Chapel Blues, Bed of Roses, album cover

Dutiful. Reasonable. Listenable. If it sounds like I’m having trouble coming up with superlatives to describe this record, well, you’re right. The most interesting part of all the playing, Lawrence Ward’s percussion, gets buried in the mix most of the time. Trumpet player William Patrick Slaughter has an airy tone and sometimes doesn’t hold a tune.

Over the top, guitarist Andrew T. Weekes and fiddler Arien Hall sing together platitudes—platitudes of the sort you’d see on motivational posters; platitudes of the sort you’d hear from well-meaning people who just don’t know you all that well, or aren’t sure what to say, or are afraid to say the wrong thing. Safe stuff. No specifics, no go-for-broke outpourings.

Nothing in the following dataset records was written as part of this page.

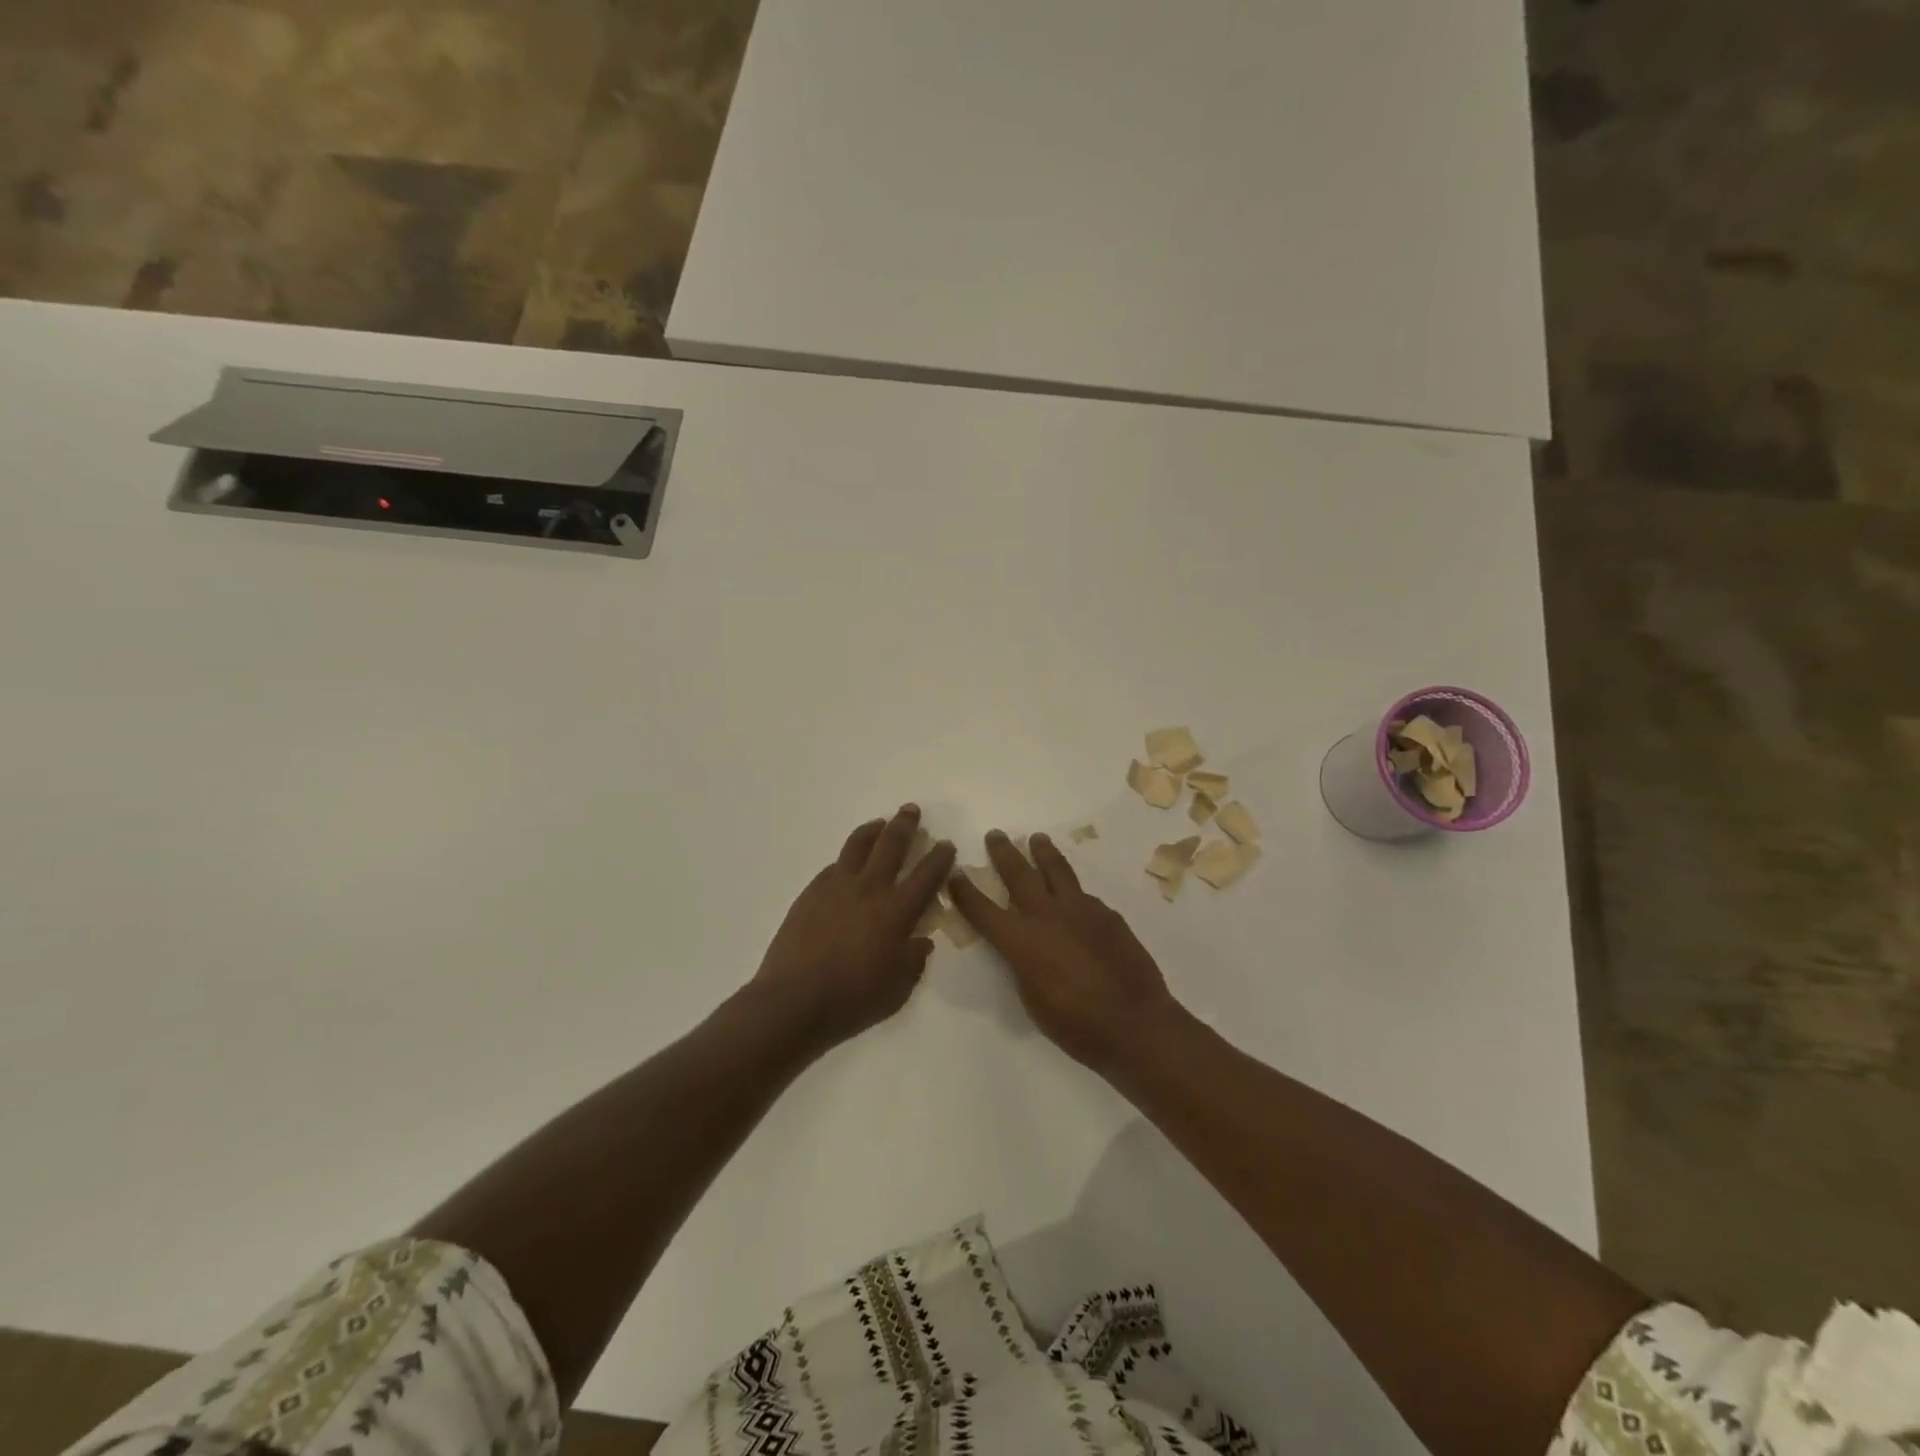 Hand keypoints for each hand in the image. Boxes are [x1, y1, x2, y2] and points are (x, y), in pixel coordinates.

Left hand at [752, 805, 956, 1049]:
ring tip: (880, 824)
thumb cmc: (853, 1000)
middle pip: (891, 844)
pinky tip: (847, 863)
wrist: (793, 1002)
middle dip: (905, 824)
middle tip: (911, 810)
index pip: (926, 874)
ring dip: (873, 830)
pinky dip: (846, 859)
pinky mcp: (810, 893)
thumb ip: (914, 959)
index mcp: (897, 911)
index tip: (946, 844)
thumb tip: (920, 940)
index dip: (940, 857)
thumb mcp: (898, 988)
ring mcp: (836, 887)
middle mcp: (869, 889)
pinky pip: (833, 866)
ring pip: (857, 845)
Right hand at [948, 830, 1183, 1072]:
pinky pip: (1083, 895)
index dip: (966, 892)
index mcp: (1021, 941)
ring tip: (1037, 838)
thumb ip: (1023, 965)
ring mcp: (1080, 910)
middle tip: (995, 835)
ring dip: (1043, 852)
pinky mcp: (1107, 914)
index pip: (984, 910)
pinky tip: (1074, 895)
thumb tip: (1024, 948)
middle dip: (1004, 853)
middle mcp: (1047, 915)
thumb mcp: (1032, 999)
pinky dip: (1072, 890)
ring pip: (1057, 870)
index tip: (955, 873)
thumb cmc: (1075, 1025)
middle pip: (1019, 874)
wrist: (1133, 1022) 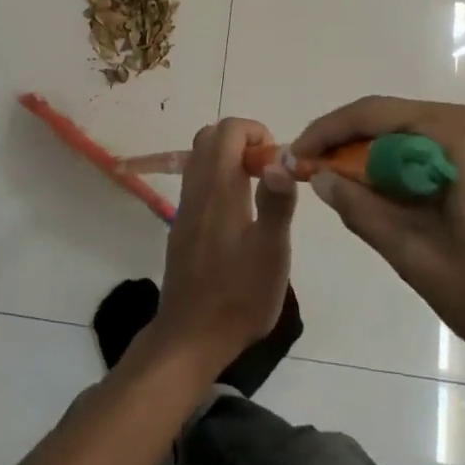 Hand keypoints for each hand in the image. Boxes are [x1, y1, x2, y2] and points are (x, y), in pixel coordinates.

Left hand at [150, 118, 296, 374]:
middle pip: (210, 137)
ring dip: (229, 158)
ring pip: (200, 158)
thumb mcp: (272, 251)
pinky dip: (218, 178)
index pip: (229, 129)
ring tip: (258, 189)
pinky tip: (239, 214)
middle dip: (242, 140)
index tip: (278, 161)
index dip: (256, 132)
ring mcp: (185, 206)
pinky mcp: (182, 225)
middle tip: (269, 171)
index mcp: (219, 187)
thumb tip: (282, 158)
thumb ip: (277, 201)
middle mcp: (197, 188)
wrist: (192, 335)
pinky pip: (197, 182)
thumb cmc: (239, 294)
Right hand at [293, 97, 464, 390]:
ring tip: (353, 199)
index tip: (294, 157)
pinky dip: (417, 175)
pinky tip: (402, 207)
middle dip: (354, 150)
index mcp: (464, 131)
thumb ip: (360, 208)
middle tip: (318, 181)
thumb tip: (320, 176)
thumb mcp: (416, 253)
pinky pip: (450, 156)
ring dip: (385, 165)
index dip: (327, 132)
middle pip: (400, 122)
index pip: (375, 113)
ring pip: (424, 141) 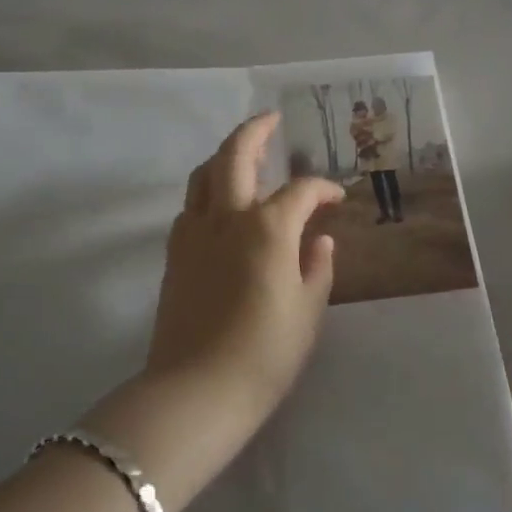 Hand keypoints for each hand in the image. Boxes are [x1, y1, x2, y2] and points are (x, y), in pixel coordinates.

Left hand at [146, 112, 342, 414]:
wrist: (196, 391)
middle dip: (255, 131)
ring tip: (243, 156)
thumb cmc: (265, 353)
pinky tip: (221, 206)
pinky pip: (191, 206)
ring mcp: (194, 233)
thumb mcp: (308, 311)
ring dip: (224, 157)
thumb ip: (317, 267)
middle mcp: (227, 218)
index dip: (322, 189)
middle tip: (271, 120)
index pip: (300, 191)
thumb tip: (318, 240)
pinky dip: (207, 192)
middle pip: (235, 156)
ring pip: (204, 175)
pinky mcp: (175, 254)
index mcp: (267, 228)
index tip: (336, 198) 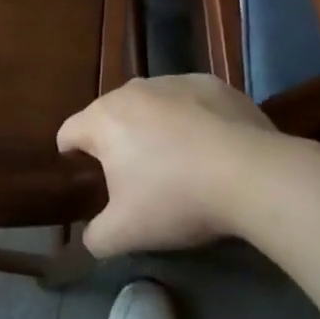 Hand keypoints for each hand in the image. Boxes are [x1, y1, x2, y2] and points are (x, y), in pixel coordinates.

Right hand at [59, 74, 280, 257]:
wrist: (252, 175)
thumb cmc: (176, 198)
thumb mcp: (125, 233)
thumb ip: (95, 237)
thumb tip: (90, 237)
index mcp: (102, 119)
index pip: (67, 133)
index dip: (71, 160)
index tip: (89, 185)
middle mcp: (131, 90)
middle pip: (110, 117)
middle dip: (117, 145)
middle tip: (137, 182)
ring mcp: (174, 81)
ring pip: (151, 106)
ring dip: (154, 129)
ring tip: (179, 164)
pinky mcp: (212, 83)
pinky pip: (190, 102)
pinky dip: (192, 120)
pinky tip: (213, 149) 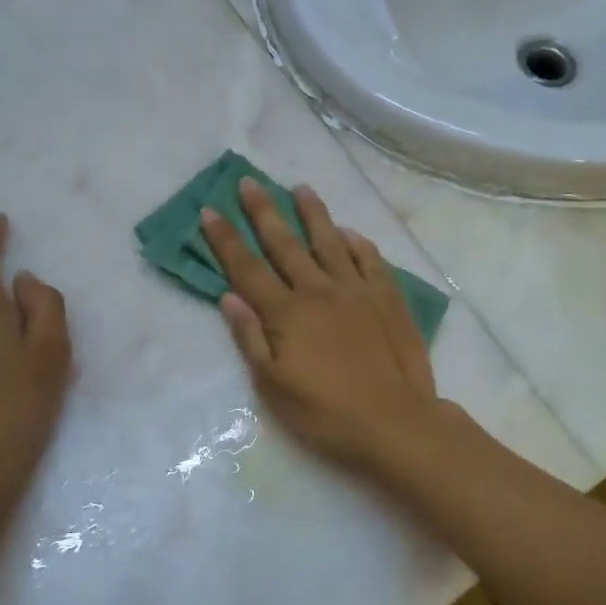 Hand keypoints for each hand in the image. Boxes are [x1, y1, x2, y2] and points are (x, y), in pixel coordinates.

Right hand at [200, 178, 447, 474]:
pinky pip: (370, 260)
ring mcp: (357, 290)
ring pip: (331, 242)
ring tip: (301, 188)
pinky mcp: (388, 298)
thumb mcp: (274, 386)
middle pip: (286, 244)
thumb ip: (250, 339)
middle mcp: (319, 291)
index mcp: (287, 313)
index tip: (210, 209)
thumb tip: (229, 297)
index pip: (247, 268)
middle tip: (249, 182)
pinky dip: (358, 243)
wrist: (395, 422)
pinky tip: (351, 233)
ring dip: (314, 214)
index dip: (226, 239)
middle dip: (264, 212)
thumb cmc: (326, 413) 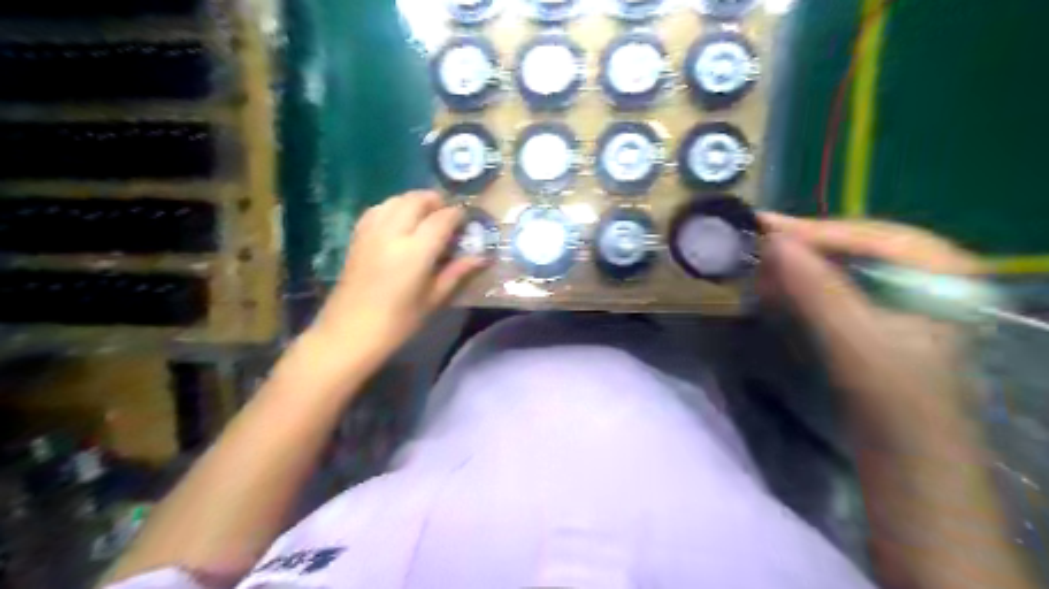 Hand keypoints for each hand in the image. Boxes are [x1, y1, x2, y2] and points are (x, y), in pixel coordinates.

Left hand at [309, 190, 486, 359]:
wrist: (349, 332)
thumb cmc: (397, 322)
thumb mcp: (433, 299)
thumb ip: (457, 272)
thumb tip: (482, 257)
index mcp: (415, 251)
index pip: (442, 218)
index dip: (458, 215)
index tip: (468, 220)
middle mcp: (392, 233)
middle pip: (417, 200)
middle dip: (436, 202)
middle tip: (448, 216)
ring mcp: (371, 231)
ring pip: (396, 200)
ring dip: (414, 202)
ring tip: (425, 217)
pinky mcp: (357, 236)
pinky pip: (378, 209)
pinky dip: (393, 208)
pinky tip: (400, 222)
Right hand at [760, 213, 988, 438]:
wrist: (907, 451)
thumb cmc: (894, 397)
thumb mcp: (855, 340)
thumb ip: (816, 288)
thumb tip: (772, 242)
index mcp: (941, 268)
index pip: (866, 234)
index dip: (810, 229)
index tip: (760, 224)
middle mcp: (925, 269)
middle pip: (851, 243)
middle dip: (801, 246)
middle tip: (753, 240)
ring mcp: (902, 289)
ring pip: (840, 262)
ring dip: (797, 264)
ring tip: (756, 260)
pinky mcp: (879, 310)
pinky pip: (835, 283)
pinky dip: (802, 283)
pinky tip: (774, 284) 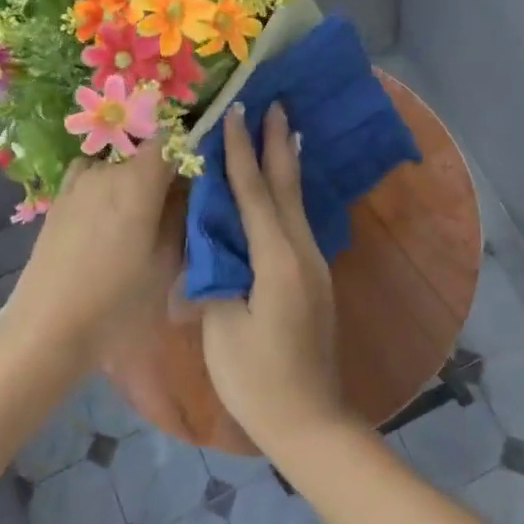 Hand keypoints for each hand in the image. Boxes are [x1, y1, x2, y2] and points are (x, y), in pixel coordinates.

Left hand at [0, 146, 175, 359]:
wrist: (49, 326)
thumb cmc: (118, 299)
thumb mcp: (167, 261)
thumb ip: (182, 214)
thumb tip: (191, 186)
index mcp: (138, 181)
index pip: (170, 140)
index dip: (187, 148)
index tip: (200, 171)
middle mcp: (107, 170)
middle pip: (145, 154)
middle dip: (164, 172)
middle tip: (176, 206)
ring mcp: (78, 182)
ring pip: (119, 167)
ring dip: (134, 181)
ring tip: (140, 217)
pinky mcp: (60, 198)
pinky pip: (93, 177)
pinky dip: (107, 186)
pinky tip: (109, 217)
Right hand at [199, 104, 352, 455]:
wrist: (309, 420)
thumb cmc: (257, 379)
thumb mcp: (222, 327)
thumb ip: (216, 275)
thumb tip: (209, 241)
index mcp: (277, 260)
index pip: (254, 194)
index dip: (243, 153)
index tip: (237, 112)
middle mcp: (303, 253)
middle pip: (286, 188)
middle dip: (277, 144)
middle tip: (276, 104)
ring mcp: (314, 265)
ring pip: (297, 204)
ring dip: (287, 166)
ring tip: (285, 132)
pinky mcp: (313, 279)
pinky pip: (299, 224)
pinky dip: (289, 196)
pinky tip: (286, 190)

My only advice to this bunch is to mix Mr. Ward way up the next time out, and get passionate about something. Go further into the blues and give yourself problems worth solving through the boogie. Go further into funk and set everybody dancing, to forget those problems. Go further into roots music and find mystical spirits dwelling there. Go further into folk and find tradition. Go further, one way and/or another. Heat up or freeze down, but don’t stay lukewarm.

  • Guest

    Sounds right on the money. Children who think they’ve lived a life and have the audacity to try to play “blues”, even calling their band Chapel Blues is misleading. This band has never suffered a day of blues in their lives and go through motions as if they have some kind of place in a city the breathes blues. Entitled, self-serving, pompous, spoiled egomaniacs. Good night. New Orleans is not their place.